Re: [slurm-users] cgroup limits not created for jobs

2020-07-26 Thread Christopher Samuel

On 7/26/20 12:21 pm, Paul Raines wrote:


Thank you so much.  This also explains my GPU CUDA_VISIBLE_DEVICES missing
problem in my previous post.


I've missed that, but yes, that would do it.


As a new SLURM admin, I am a bit suprised at this default behavior.
Seems like a way for users to game the system by never running srun.


This is because by default salloc only requests a job allocation, it 
expects you to use srun to run an application on a compute node. But 
yes, it is non-obvious (as evidenced by the number of "sinteractive" and 
other scripts out there that folks have written not realising about the 
SallocDefaultCommand config option - I wrote one back in 2013!).



The only limit I suppose that is being really enforced at that point
is walltime?


Well the user isn't on the compute node so there's nothing really else 
to enforce.


I guess I need to research srun and SallocDefaultCommand more, but is 
there some way to set some kind of separate walltime limit on a

job for the time a salloc has to run srun?  It is not clear if one
can make a SallocDefaultCommand that does "srun ..." that really
covers all possibilities.


An srun inside of a salloc (just like an sbatch) should not be able to 
exceed the time limit for the job allocation.

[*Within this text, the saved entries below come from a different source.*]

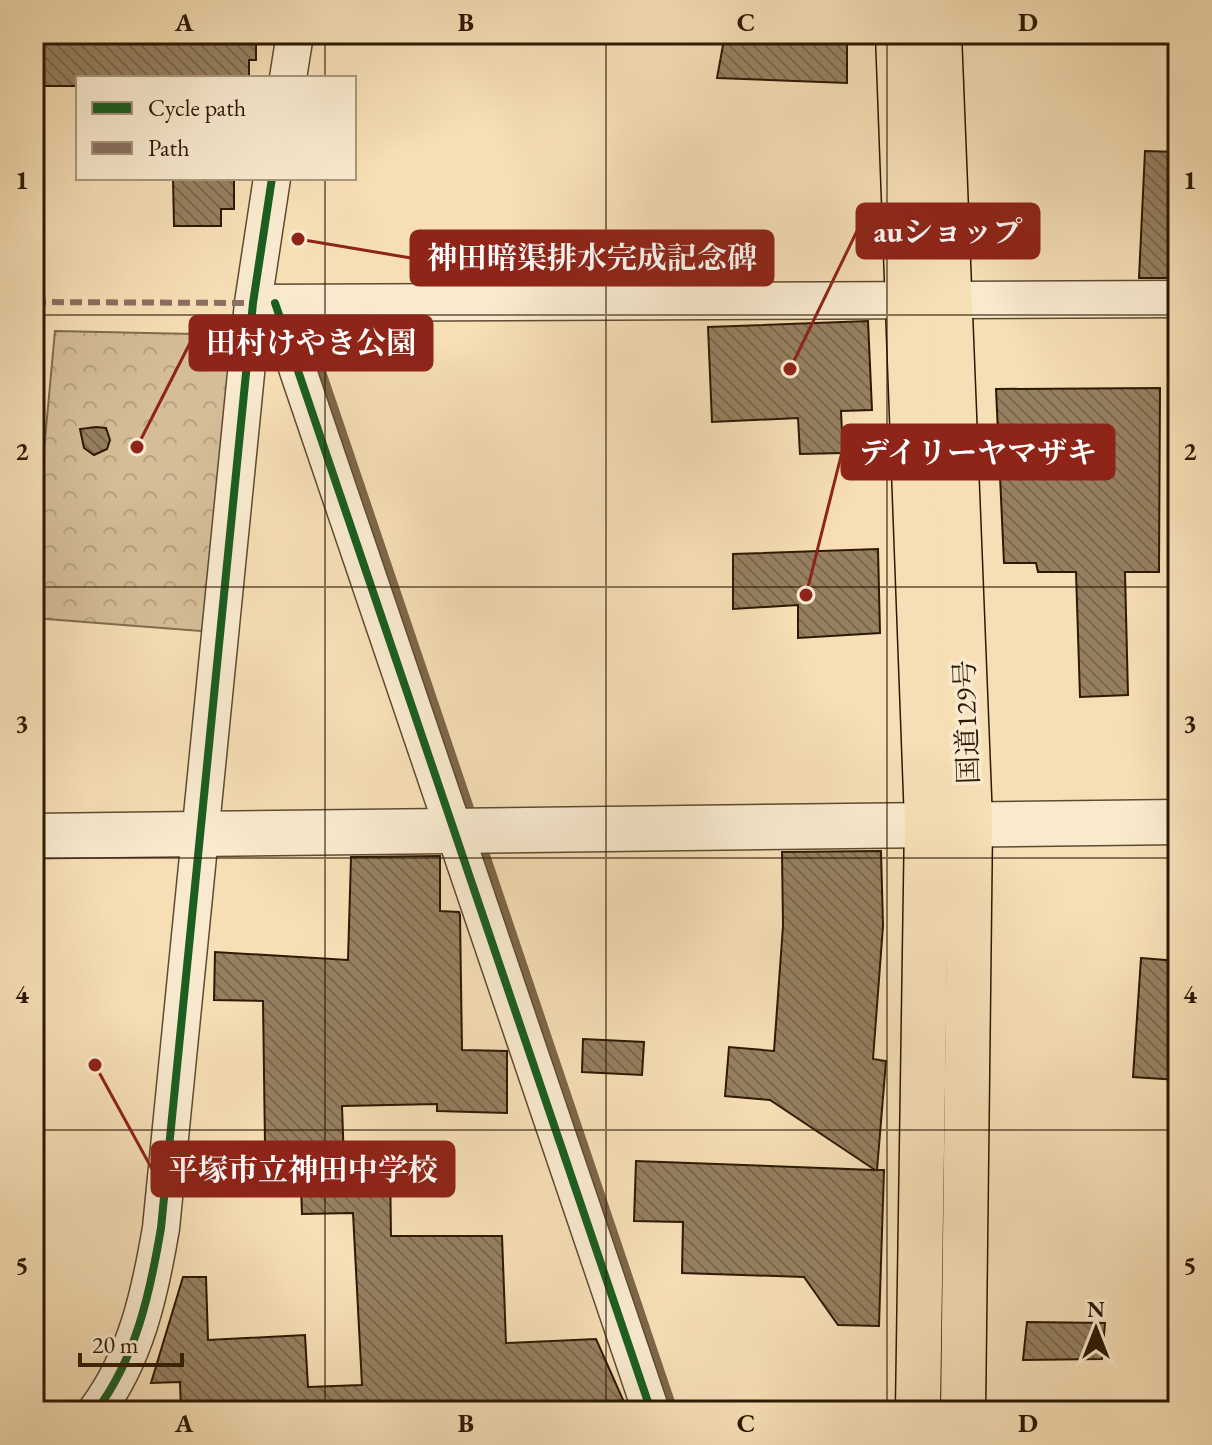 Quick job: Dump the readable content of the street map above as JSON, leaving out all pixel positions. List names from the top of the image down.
{
  "streets": {
    "highway": ["国道129号"]
  },
  "places": [
    "神田暗渠排水完成記念碑",
    "auショップ",
    "田村けやき公園",
    "デイリーヤマザキ",
    "平塚市立神田中学校"
  ],
  "legend": ["Cycle path", "Path"],
  "scale_bar": "20 m",
  "north": "top",
  "grid": {
    "columns": [
      "A",
      "B",
      "C",
      "D"
    ],
    "rows": [
      "1",
      "2",
      "3",
      "4",
      "5"
    ]
  }
} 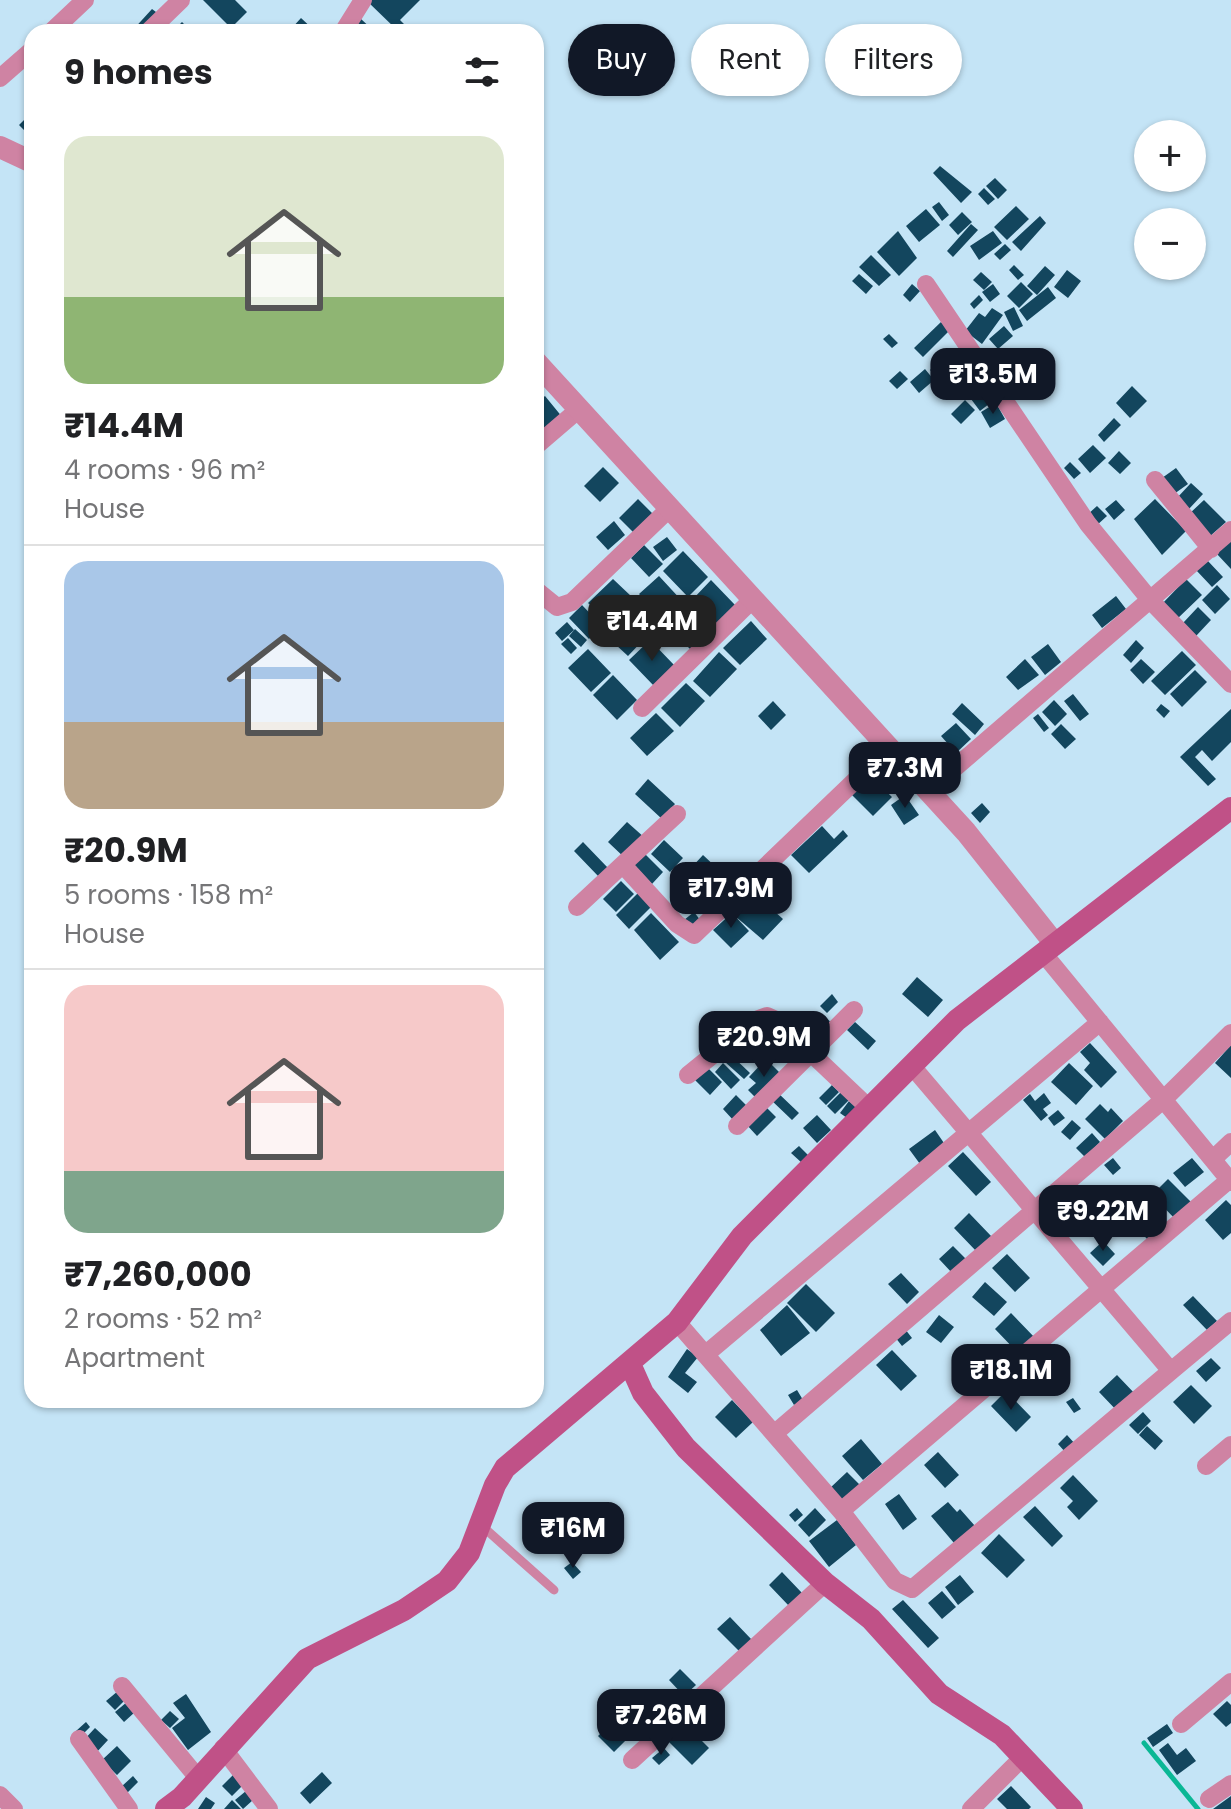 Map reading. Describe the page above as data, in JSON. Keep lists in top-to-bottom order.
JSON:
{
  "page": {
    "chip": ["Buy", "Rent", "Filters"],
    "heading": "9 homes",
    "map_buttons": ["+", "−"],
    "list": [
      {
        "name": "₹14.4M",
        "note": "4 rooms · 96 m² · House"
      },
      {
        "name": "₹20.9M",
        "note": "5 rooms · 158 m² · House"
      },
      {
        "name": "₹7,260,000",
        "note": "2 rooms · 52 m² · Apartment"
      }
    ],
    "price": [
      "₹13.5M",
      "₹14.4M",
      "₹7.3M",
      "₹17.9M",
      "₹20.9M",
      "₹9.22M",
      "₹18.1M",
      "₹16M",
      "₹7.26M"
    ]
  }
}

If it helps this is the SallocDefaultCommand we use for our GPU nodes:

srun -n1 -N1 --mem-per-cpu=0 --gres=gpu:0 -G 0 --gpus-per-task=0 
--gpus-per-node=0 --gpus-per-socket=0  --pty --preserve-env --mpi=none 
-m block $SHELL


We have to give all those possible permutations to not use various GPU 
GRES as otherwise this srun will consume them if the salloc asked for it 
and then when the user tries to "srun" their application across the 
nodes it will block as there won't be any available on this first node.

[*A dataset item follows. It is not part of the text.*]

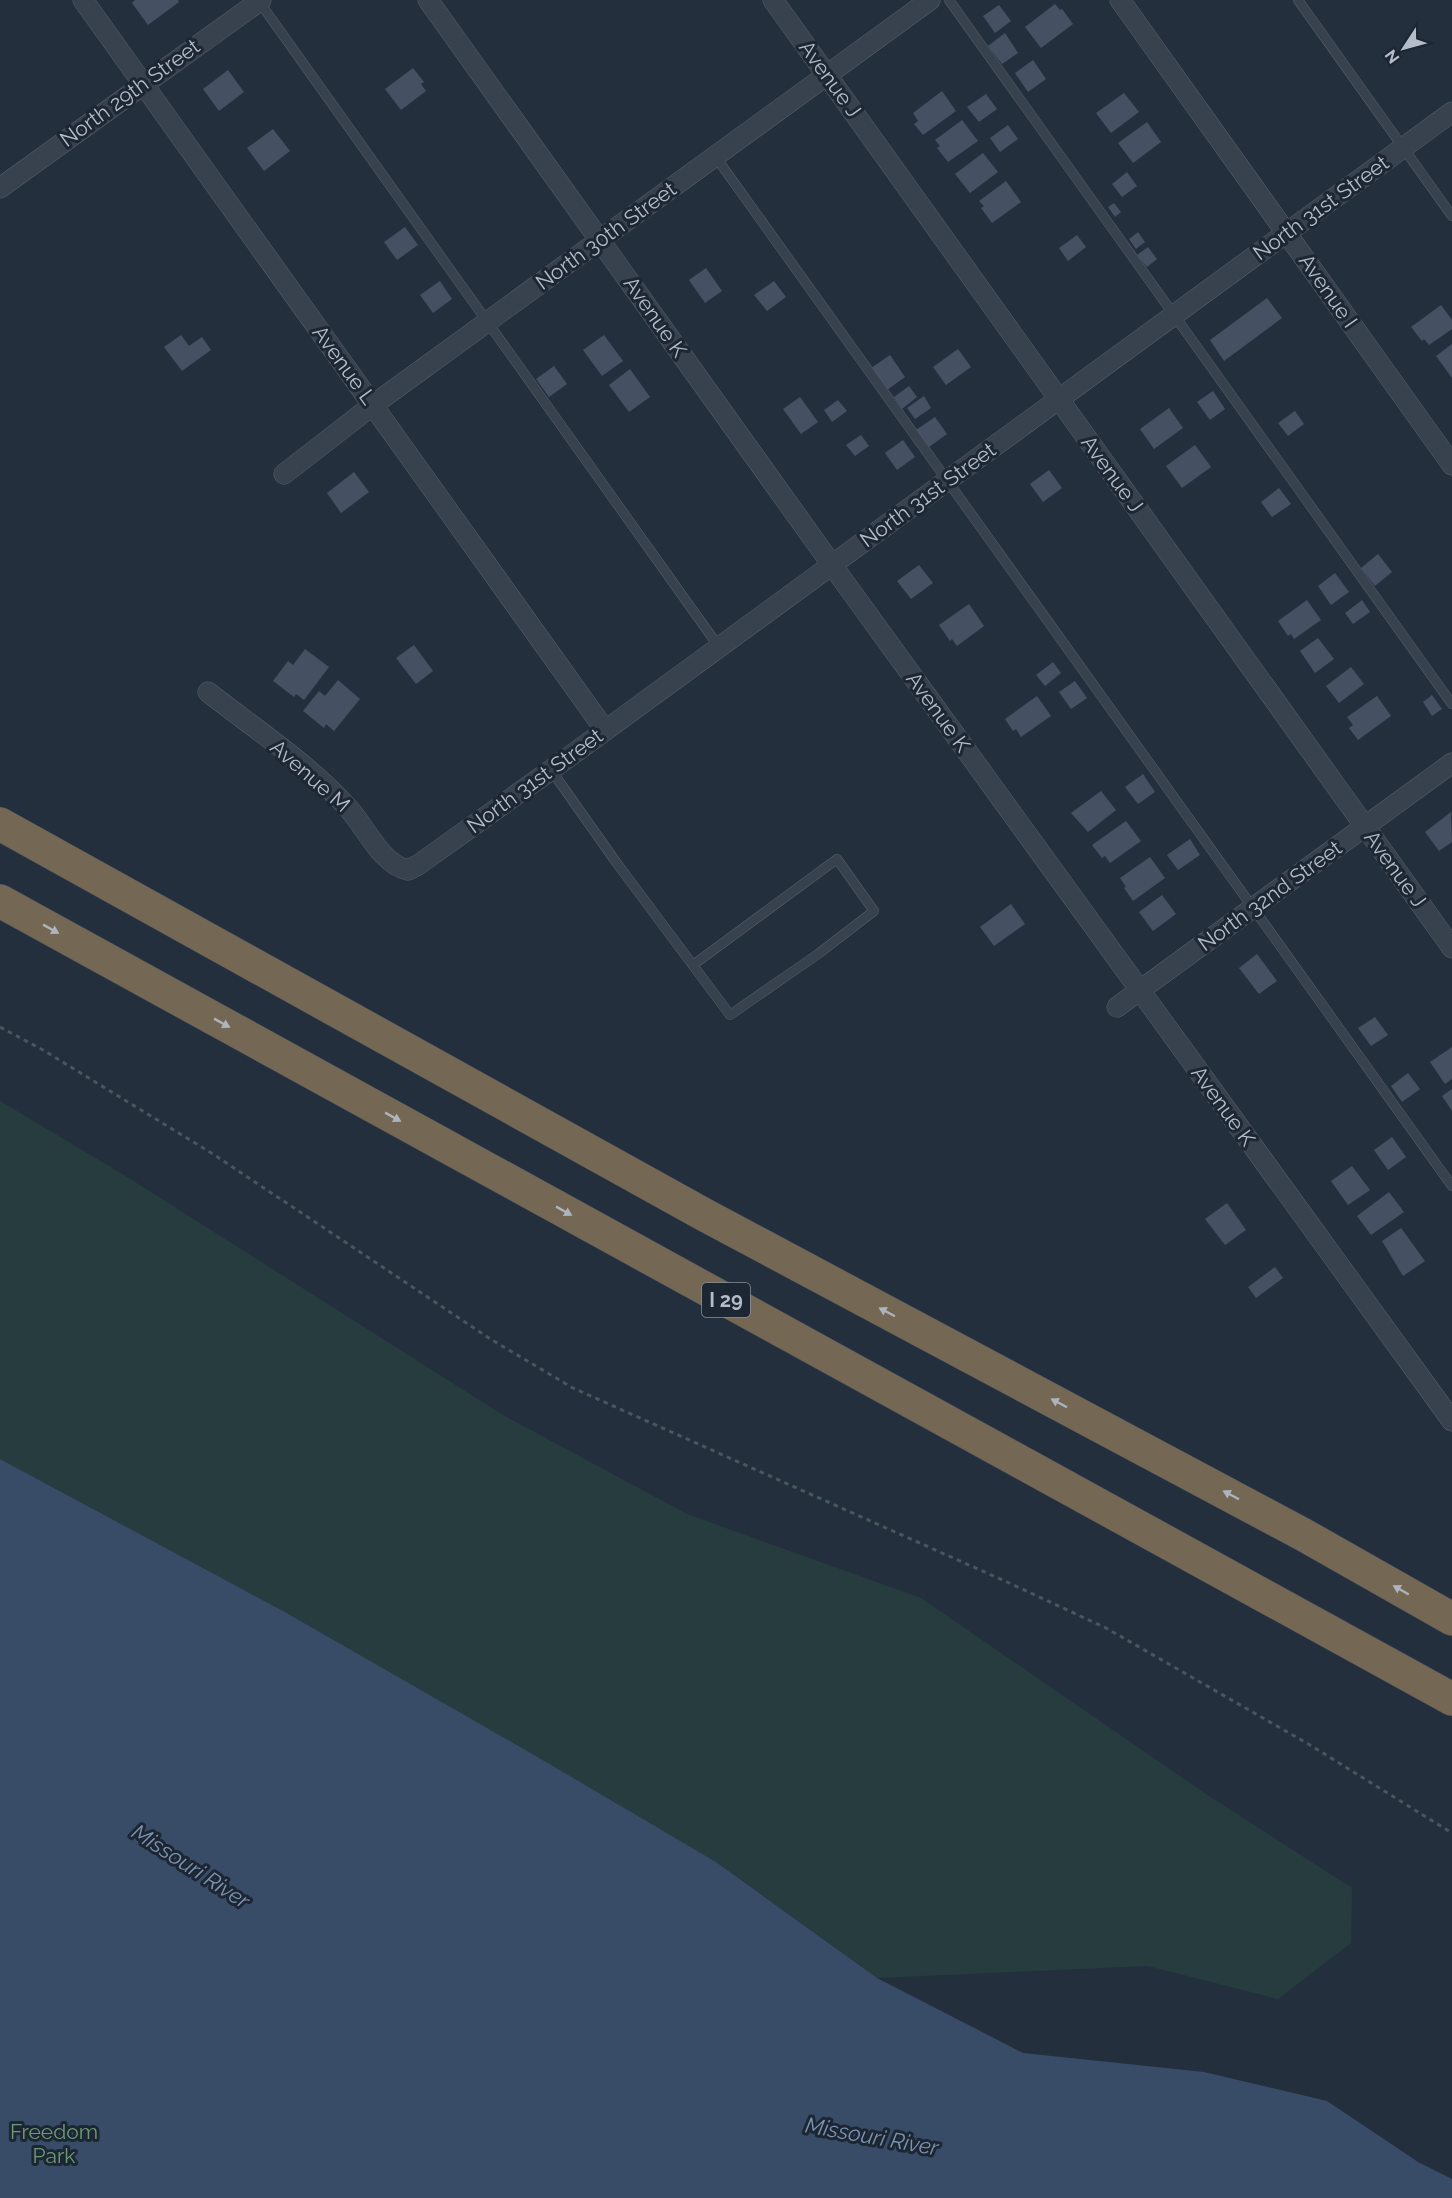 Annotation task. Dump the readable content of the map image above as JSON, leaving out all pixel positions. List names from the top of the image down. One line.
{"streets":{"highway":["I 29"],"street":["Avenue J","North 29th Street","North 31st Street","North 30th Street","Avenue I","Avenue K","Avenue L","Avenue M","North 32nd Street"]},"crossings":[["Avenue J","North 31st Street"],["Avenue J","North 30th Street"],["Avenue J","North 32nd Street"],["North 29th Street","Avenue L"],["North 31st Street","Avenue I"],["North 31st Street","Avenue K"],["North 31st Street","Avenue L"],["North 31st Street","Avenue M"],["North 30th Street","Avenue K"],["North 30th Street","Avenue L"],["Avenue K","North 32nd Street"]],"water":["Missouri River"],"parks":["Freedom Park"],"north":"bottom left"}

Of course the fact that because of this the user can't see the GPUs 
without the srun can confuse some people, but it's unavoidable for this 
use case.


All the best,
Chris
--
  Chris Samuel  :  http://www.csamuel.org/  :  Berkeley, CA, USA



Re: [slurm-users] cgroup limits not created for jobs

2020-07-26 Thread Paul Raines



On Sat, 25 Jul 2020 2:00am, Chris Samuel wrote:


On Friday, 24 July 2020 9:48:35 AM PDT Paul Raines wrote:


But when I run a job on the node it runs I can find no
evidence in cgroups of any limits being set

Example job:

mlscgpu1[0]:~$ salloc -n1 -c3 -p batch --gres=gpu:quadro_rtx_6000:1 --mem=1G
salloc: Granted job allocation 17
mlscgpu1[0]:~$ echo $$
137112
mlscgpu1[0]:~$


You're not actually running inside a job at that point unless you've defined
"SallocDefaultCommand" in your slurm.conf, and I'm guessing that's not the
case there.  You can make salloc fire up an srun for you in the allocation
using that option, see the docs here:

https://slurm.schedmd.com/slurm.conf.html#OPT_SallocDefaultCommand



Thank you so much.  This also explains my GPU CUDA_VISIBLE_DEVICES missing
problem in my previous post.

As a new SLURM admin, I am a bit suprised at this default behavior.
Seems like a way for users to game the system by never running srun.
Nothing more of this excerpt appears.